▸ MATERIALS PROVIDED
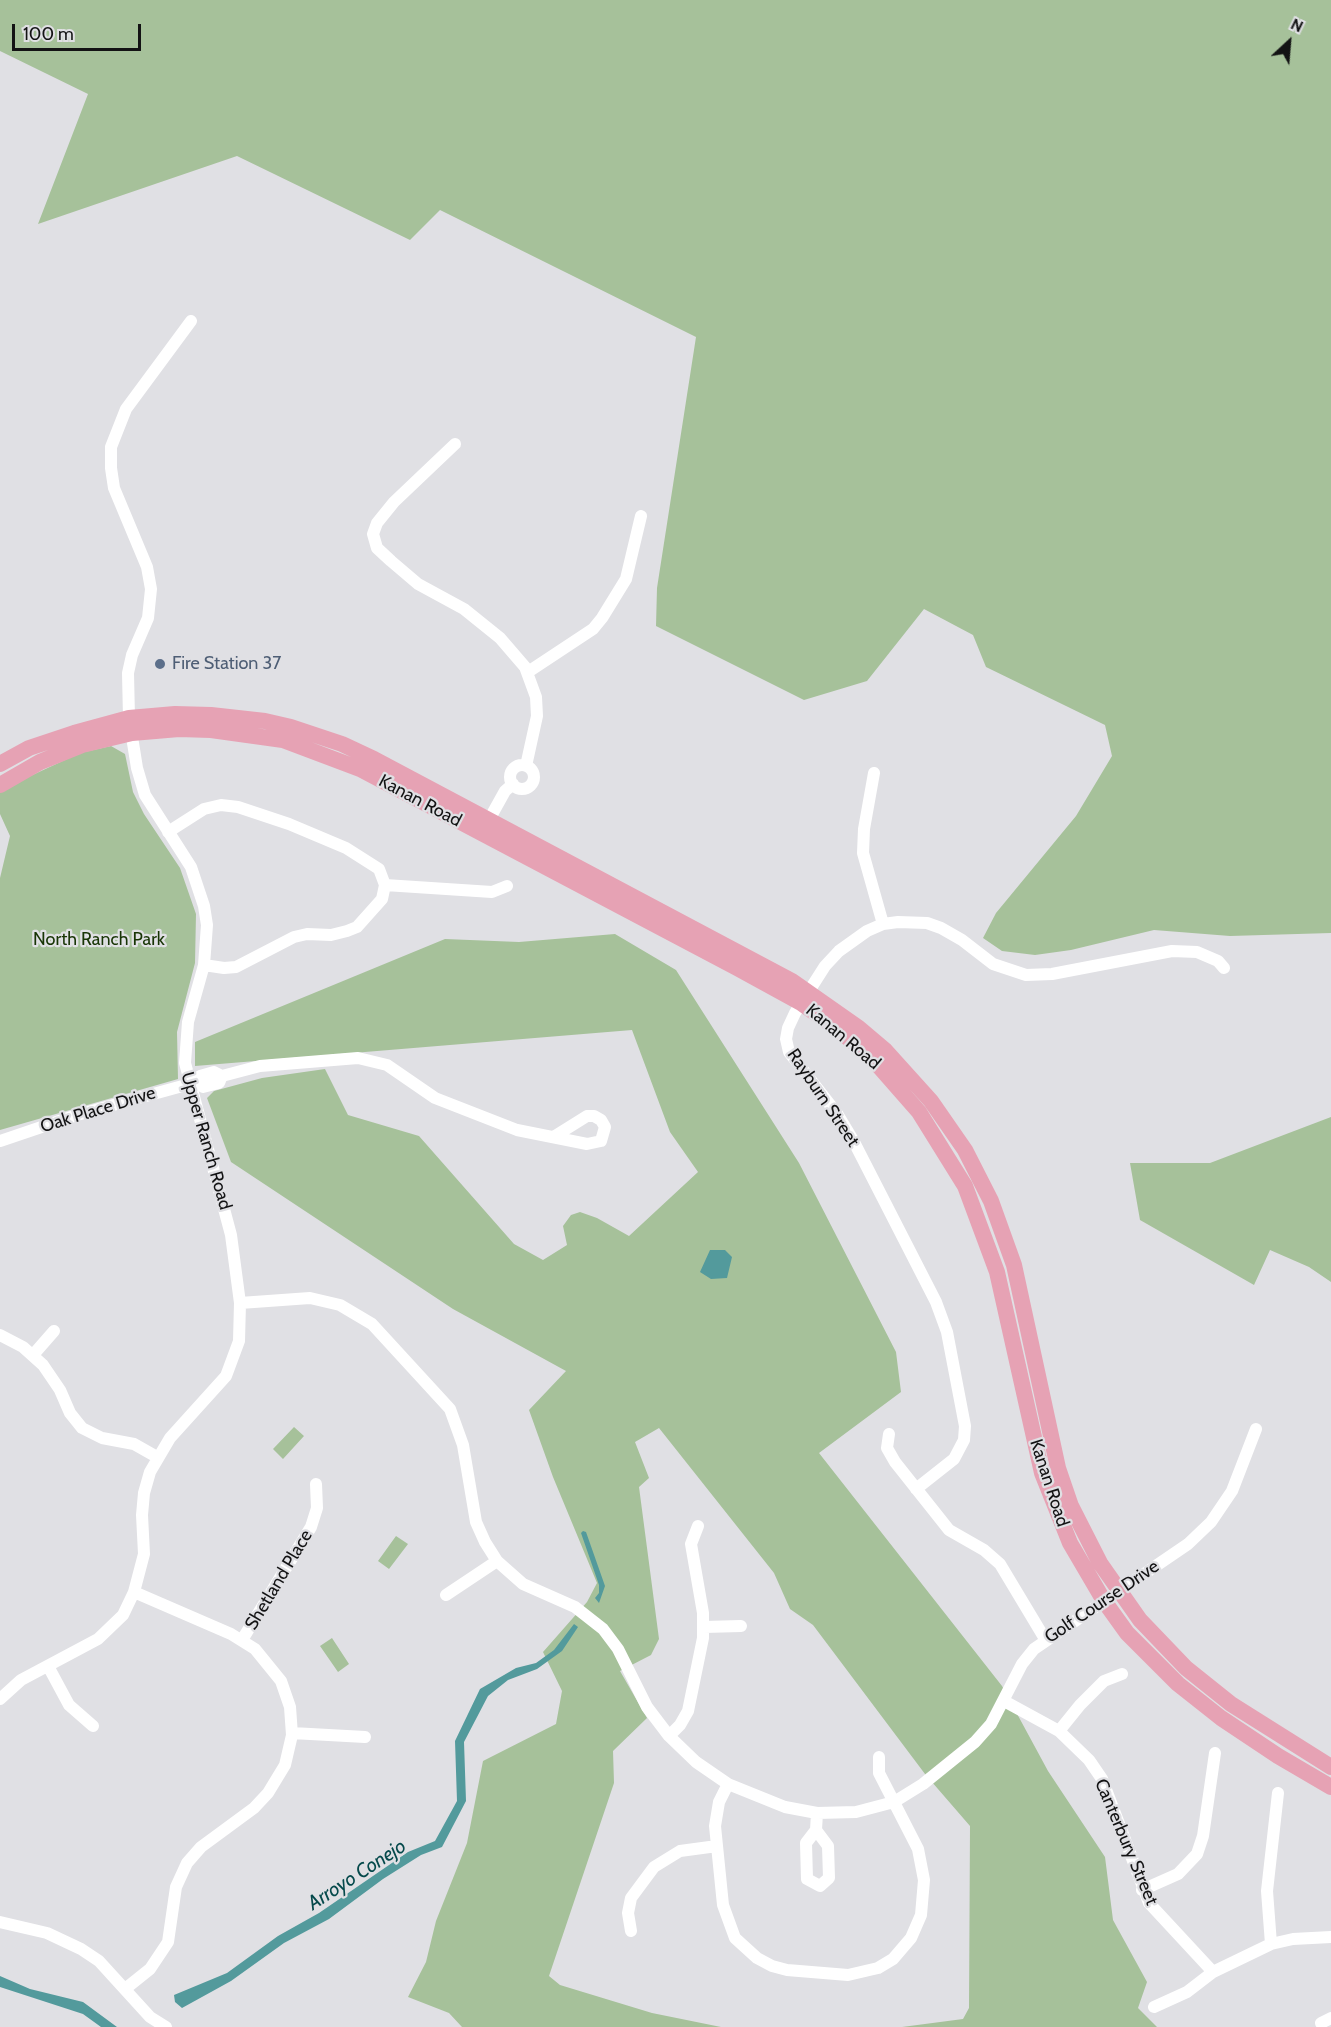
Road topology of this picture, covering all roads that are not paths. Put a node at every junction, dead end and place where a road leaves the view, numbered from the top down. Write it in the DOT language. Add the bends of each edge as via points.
graph roads {
  1 [pos="191,321"];
  2 [pos="455,444"];
  3 [pos="641,516"];
  4 [pos="528,672"];
  5 [pos="131,726"];
  6 [pos="0,764"];
  7 [pos="526,766"];
  8 [pos="874,773"];
  9 [pos="513,783"];
  10 [pos="0,784"];
  11 [pos="485,827"];
  12 [pos="168,832"];
  13 [pos="385,885"];
  14 [pos="507,886"];
  15 [pos="883,924"];
  16 [pos="204,965"];
  17 [pos="1224,968"];
  18 [pos="805,996"];
  19 [pos="193,1082"];
  20 [pos="555,1136"];
  21 [pos="0,1141"];
  22 [pos="240,1304"];
  23 [pos="54,1331"];
  24 [pos="0,1335"];
  25 [pos="33,1355"];
  26 [pos="1257,1429"];
  27 [pos="889,1434"];
  28 [pos="157,1456"];
  29 [pos="316,1484"];
  30 [pos="916,1489"];
  31 [pos="698,1526"];
  32 [pos="497,1561"];
  33 [pos="1119,1591"];
  34 [pos="134,1592"];
  35 [pos="446,1595"];
  36 [pos="1104,1601"];
  37 [pos="741,1626"];
  38 [pos="704,1627"];
  39 [pos="1045,1639"];
  40 [pos="242,1640"];
  41 [pos="48,1666"];
  42 [pos="1122,1674"];
  43 [pos="0,1699"];
  44 [pos="1004,1701"];
  45 [pos="93,1726"];
  46 [pos="1059,1731"];
  47 [pos="292,1733"];
  48 [pos="669,1736"];
  49 [pos="365,1737"];
  50 [pos="1215,1753"];
  51 [pos="879,1757"];
  52 [pos="1331,1767"];
  53 [pos="728,1784"];
  54 [pos="1331,1787"];
  55 [pos="1278,1793"];
  56 [pos="894,1802"];
  57 [pos="818,1814"];
  58 [pos="816,1830"];
  59 [pos="717,1846"];
  60 [pos="1142,1890"];
  61 [pos="0,1922"];
  62 [pos="631,1931"];
  63 [pos="1331,1937"];
  64 [pos="1271,1944"];
  65 [pos="1213,1972"];
  66 [pos="125,1989"];
  67 [pos="1154,2007"];
  68 [pos="166,2027"];
  1 -- 5 [label="street, Upper Ranch Road" via="126,409 111,447 114,488 147,567 151,589 148,618 128,673"];
  2 -- 4 [label="street" via="377,523 373,534 377,548 418,584 464,609 500,638"];
  3 -- 4 [label="street" via="626,579 602,618 593,629"];
  4 -- 7 [label="street" via="537,716"];
  5 -- 6 [label="main road, Kanan Road" via="81,730 29,748"];
  5 -- 10 [label="main road, Kanan Road" via="40,762"];
  5 -- 11 [label="main road, Kanan Road" via="175,714 265,721 291,727 363,754"];
  5 -- 12 [label="street, Upper Ranch Road" via="145,795"];
  7 -- 9 [label="street" via="513,769"];
  7 -- 9 [label="street" via="533,772 532,783 523,789"];
  8 -- 15 [label="street" via="863,853"];
  9 -- 11 [label="street"];
  11 -- 18 [label="main road, Kanan Road"];
  12 -- 13 [label="street" via="204,809 238,807 346,848 379,869"];
  12 -- 16 [label="street, Upper Ranch Road" via="191,867 199,888 207,925"];
  13 -- 14 [label="street" via="492,892"];
  13 -- 16 [label="street" via="382,899 357,927 331,935 294,937 236,967"];
  15 -- 17 [label="street, Rayburn Street" via="927,923 956,936 993,964 1026,975 1052,974 1172,951 1197,952"];
  15 -- 18 [label="street, Rayburn Street" via="839,951"];
  16 -- 19 [label="street, Upper Ranch Road" via="188,1023 185,1063"];
  18 -- 30 [label="street, Rayburn Street" via="788,1028 789,1052 853,1140 936,1302 947,1332 965,1426 964,1440 954,1459"];
  18 -- 33 [label="main road, Kanan Road" via="860,1028 911,1077 948,1124 980,1177 1000,1220 1014,1265 1047,1421 1071,1506"];
  18 -- 36 [label="main road, Kanan Road" via="898,1086 935,1134 965,1186 997,1272 1042,1473 1070,1543"];
  19 -- 20 [label="street, Oak Place Drive" via="214,1072 222,1076 260,1066 373,1060 387,1065 435,1098 517,1130"];
  19 -- 21 [label="street, Oak Place Drive"];
  19 -- 22 [label="street, Upper Ranch Road" via="225,1202"];
  22 -- 28 [label="street, Upper Ranch Road" via="239,1341 226,1376"];
  22 -- 32 [label="street, Golf Course Drive" via="293,1298 322,1300 357,1313 383,1334 450,1409 463,1445 476,1522"];
  23 -- 25 [label="street"];
  24 -- 25 [label="street"];
  25 -- 28 [label="street" via="52,1377 82,1428 102,1438 134,1444"];
  26 -- 33 [label="street, Golf Course Drive" via="1232,1491 1211,1522 1188,1544"];
  27 -- 30 [label="street" via="887,1448"];
  28 -- 34 [label="street, Upper Ranch Road" via="144,1493 144,1554"];
  29 -- 40 [label="street, Shetland Place" via="317,1508 312,1527"];
  30 -- 39 [label="street" via="949,1530 1000,1564"];
  31 -- 38 [label="street" via="691,1544"];
  32 -- 35 [label="street"];
  32 -- 48 [label="street, Golf Course Drive" via="523,1584 575,1608 603,1629 618,1649 647,1707"];
  33 -- 36 [label="street, Golf Course Drive"];
  33 -- 52 [label="main road, Kanan Road" via="1160,1643 1186,1668 1231,1704"];
  34 -- 40 [label="street"];
  34 -- 41 [label="street, Upper Ranch Road" via="123,1615 98,1639"];
  36 -- 39 [label="street, Golf Course Drive"];
  36 -- 54 [label="main road, Kanan Road" via="1127,1633 1178,1684 1278,1756"];
  37 -- 38 [label="street"];
  38 -- 48 [label="street" via="688,1711"];
  39 -- 44 [label="street, Golf Course Drive" via="1022,1664"];
  40 -- 47 [label="street" via="266,1659 281,1681 290,1707"];
  41 -- 43 [label="street, Upper Ranch Road" via="21,1680"];
  41 -- 45 [label="street" via="69,1705"];
  42 -- 46 [label="street" via="1104,1681"];
  44 -- 46 [label="street, Canterbury Street"];
  44 -- 56 [label="street, Golf Course Drive" via="975,1742"];
  46 -- 60 [label="street, Canterbury Street" via="1102,1779"];
  47 -- 49 [label="street"];
  47 -- 66 [label="street" via="285,1765 268,1793 187,1863 176,1887 168,1942 150,1969"];
  48 -- 53 [label="street, Golf Course Drive" via="696,1762"];
  50 -- 60 [label="street" via="1197,1854 1178,1874"];
  51 -- 56 [label="street" via="879,1773"];
  53 -- 57 [label="street, Golf Course Drive" via="785,1807"];
  53 -- 59 [label="street" via="716,1811"];
  55 -- 64 [label="street" via="1267,1891"];
  56 -- 57 [label="street, Golf Course Drive" via="856,1812"];
  56 -- 59 [label="street" via="918,1850 924,1880 921,1916 911,1938 893,1959 878,1968 848,1975 798,1971 772,1966 758,1958 735,1938 726,1917"];
  57 -- 58 [label="street"];
  59 -- 62 [label="street" via="680,1851 654,1867 631,1898"];
  60 -- 65 [label="street, Canterbury Street" via="1158,1916"];
  61 -- 66 [label="street" via="47,1933 81,1949 99,1961"];
  63 -- 64 [label="street"];
  64 -- 65 [label="street"];
  65 -- 67 [label="street" via="1187,1992"];
  66 -- 68 [label="street" via="150,2017"];
}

▸ REQUIRED ACTION
The lines above that hold "Kanan" are the result; show every one of them.

▸ WRITTEN ANSWER
  5 -- 6 [label="main road, Kanan Road" via="81,730 29,748"];
  5 -- 10 [label="main road, Kanan Road" via="40,762"];
  5 -- 11 [label="main road, Kanan Road" via="175,714 265,721 291,727 363,754"];
  11 -- 18 [label="main road, Kanan Road"];
  18 -- 33 [label="main road, Kanan Road" via="860,1028 911,1077 948,1124 980,1177 1000,1220 1014,1265 1047,1421 1071,1506"];
  18 -- 36 [label="main road, Kanan Road" via="898,1086 935,1134 965,1186 997,1272 1042,1473 1070,1543"];
  33 -- 52 [label="main road, Kanan Road" via="1160,1643 1186,1668 1231,1704"];
  36 -- 54 [label="main road, Kanan Road" via="1127,1633 1178,1684 1278,1756"];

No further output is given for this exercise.